Lessons To Center: High-Quality Instructional Materials

Written by Sarah Johnson


Photo by Julia M Cameron from Pexels

Photo by Julia M Cameron from Pexels


My six-year-old son was in remote kindergarten every day this past year. During that time, he no longer had one teacher, he had a teaching team consisting of me, daddy, grandma, and other trusted family members and friends. We all learned more than we ever thought we would about kindergarten math and ELA curriculum as well as how to troubleshoot numerous digital tools.

Increased Student Learning

So, it’s no surprise to me that the Center for Public Research and Leadership (CPRL) at Columbia University is releasing research today that shows: digitally accessible high-quality instructional materials designed to bring families and educators together increased student learning and engagement during the COVID-19 pandemic. The research reveals possibilities for sustained partnership between schools and families moving forward for both remote and in-person instruction.

The findings are spelled out in a new report, “Fundamental 4: Pandemic Learning Reveals the Value of High-Quality Instructional Materials to Educator-Family-Student Partnerships.

Four Important Lessons from the Report

Teaching Lab is proud to have been a contributor to this study through our partnership with NYC’s District 11 in the Bronx. As we support school systems to welcome students back in the fall and navigate the continued consequences of the pandemic, we think its important to center the four lessons from the report: 

  1. Expand the required dimensions of “high-quality” instructional materials to be educative for families, tech-enabled, and culturally responsive

  2. Leverage high-quality instructional materials to coordinate academic co-production among the four anchors of the expanded core

  3. Sustain curriculum-based professional learning focused on the expanded core, with an explicit focus on implementing high-quality instructional materials in ways that respond to student, family, and community needs

  4. Create systems and structures for families, teachers, and students to design, monitor, and improve upon learning experiences

As our team shares in the report: 

“The pandemic made it easier to see disparities. Kids are home. We are fully in their cultural space and familial space.
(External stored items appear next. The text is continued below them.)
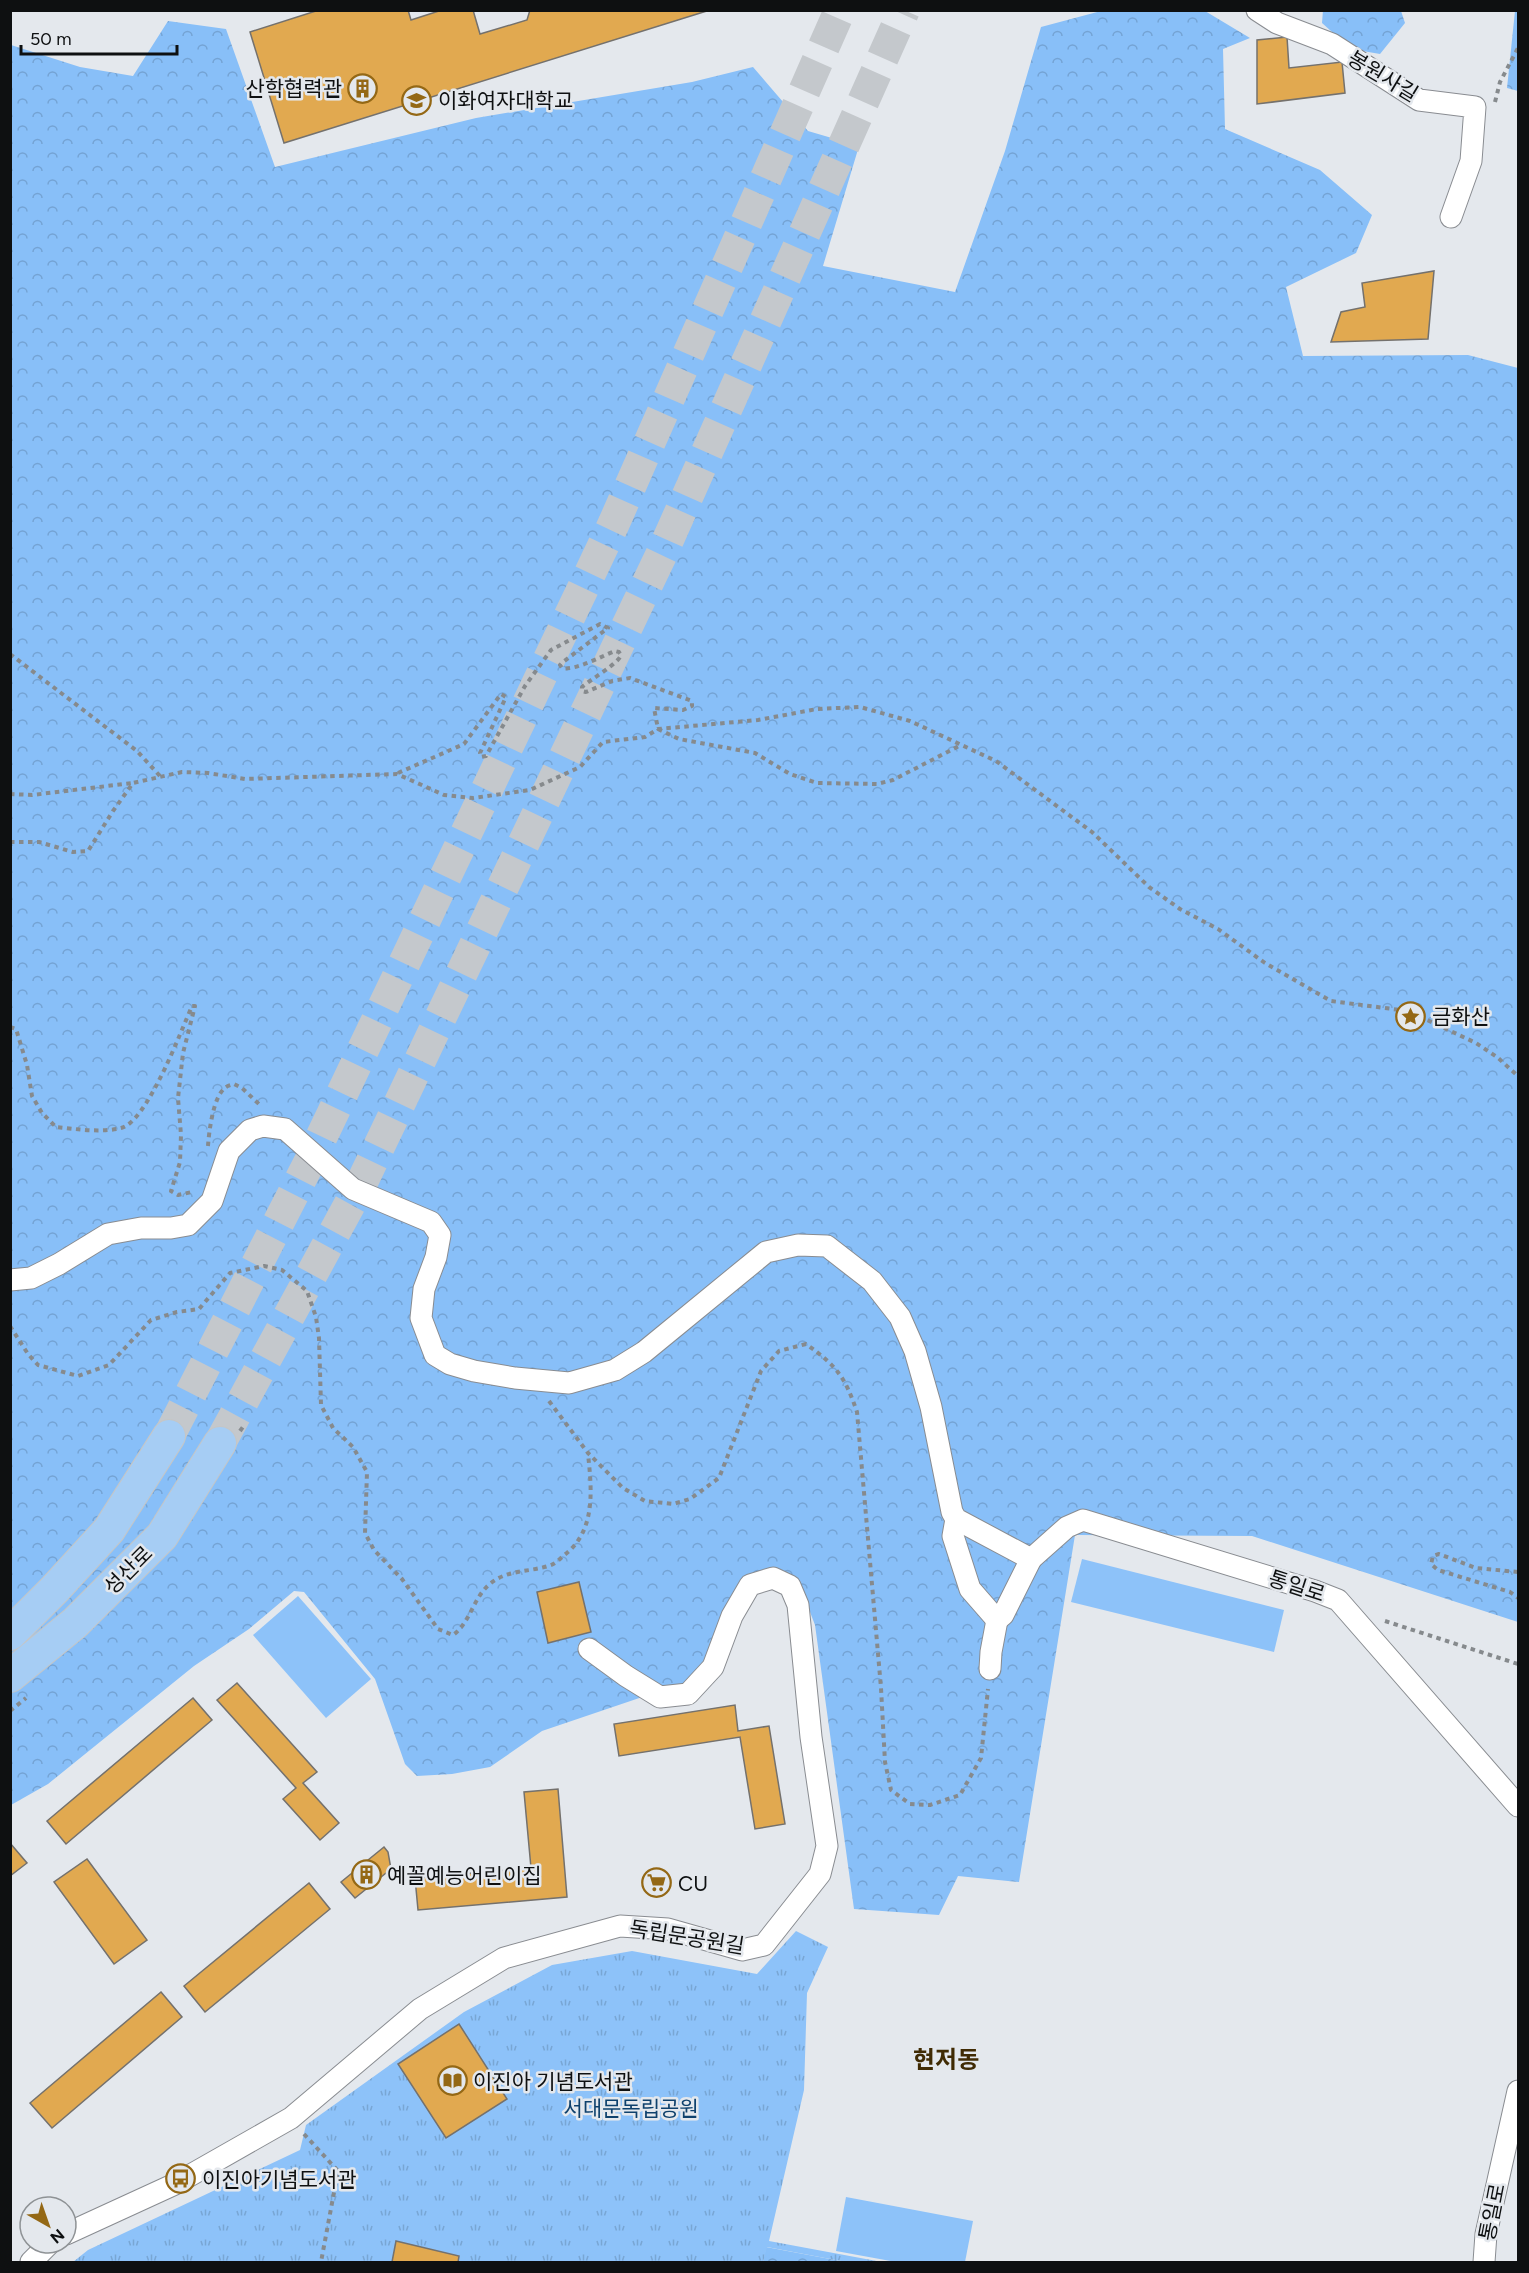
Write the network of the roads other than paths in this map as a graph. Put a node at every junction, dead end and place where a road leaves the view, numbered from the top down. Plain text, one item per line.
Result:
1 (1257, 10) edge
2 (1451, 217) dead end
3 (10, 1280) edge
4 (169, 1436) tunnel mouth
5 (220, 1443) tunnel mouth
6 (956, 1519) junction
7 (1031, 1558) junction
8 (997, 1620) junction
9 (10, 1634) edge
10 (589, 1649) dead end
11 (990, 1669) road end
12 (10, 1676) edge
13 (1518, 1806) edge
14 (1518, 2091) edge
15 (78, 2228) edge
16 (1484, 2262) edge

1 - 2 street, 봉원사길
3 - 6 street
4 - 9 main road, 성산로
5 - 12 main road, 성산로
6 - 7 street
6 - 8 street
7 - 8 street
7 - 13 street, 통일로
8 - 11 street
10 - 15 street, 독립문공원길
14 - 16 street, 통일로

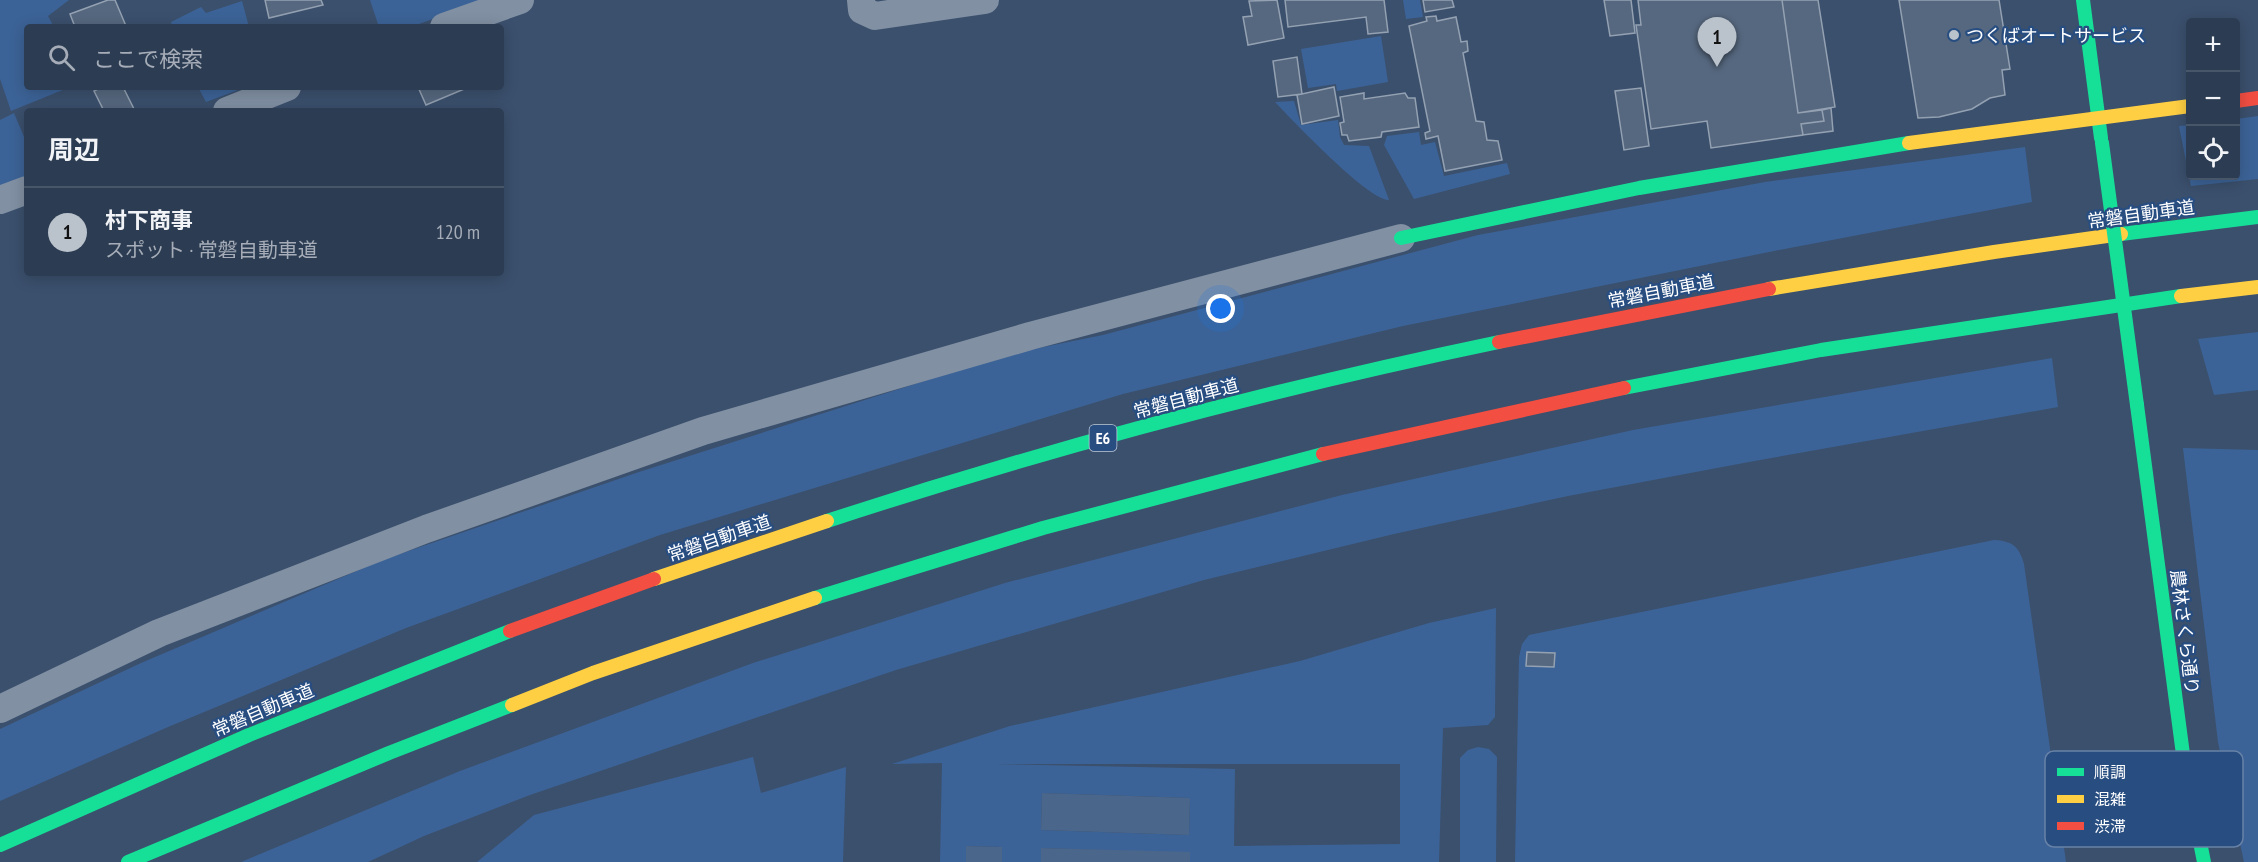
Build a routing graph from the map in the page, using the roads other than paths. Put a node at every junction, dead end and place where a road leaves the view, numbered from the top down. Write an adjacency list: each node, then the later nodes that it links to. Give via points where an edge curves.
1 (520, 0): 5 (street)
2 (861, 0): 3 (street, via 862,10 875,15)
3 (984, 0)
4 (2083, 0): 11 (main road, 農林さくら通り)
5 (452, 24)
6 (280, 90): 10 (street)
7 (2258, 98): 8 (main road)
8 (2240, 100)
9 (2186, 106): 11 (main road)
10 (234, 108)
11 (2098, 116): 15 (main road, via 1797,161 1562,203); 18 (main road, 農林さくら通り, bridge)
12 (24, 191): 13 (street)
13 (0, 200)
14 (2258, 217): 19 (main road, 常磐自動車道 / E6, via 1801,282 1554,330 1315,383 1022,459 570,608 348,694)
15 (1401, 238): 17 (street, via 1030,336 703,431 426,529 159,633)
16 (2258, 287): 21 (main road, via 1821,350 1574,398 1321,454 1043,528 787,607 593,674 389,753)
17 (0, 709)
18 (2183, 751)
19 (0, 844)
20 (2201, 847): 22 (main road, 農林さくら通り, bridge)
21 (128, 862)
22 (2204, 862)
Teachers need to take that into account. Part of what’s challenging is how teachers are perceiving those spaces,” one professional learning provider from Teaching Lab said. “We want teachers to seek to learn and understand the cultures that students are coming from. In the past, [students] were adapting to [teachers’] space. Now [teachers] need to adapt what [they’re] doing to fit [students’] space. The pandemic is opening up conversations about students’ realities, preferences, and what’s possible … There have been shifts in teacher mindset about how much student preference and culture and identity matter.”

This to us -- at Teaching Lab -- is one way to advance educational equity. And if you’re in this fight with us, leading the movement, we thank you and we applaud you.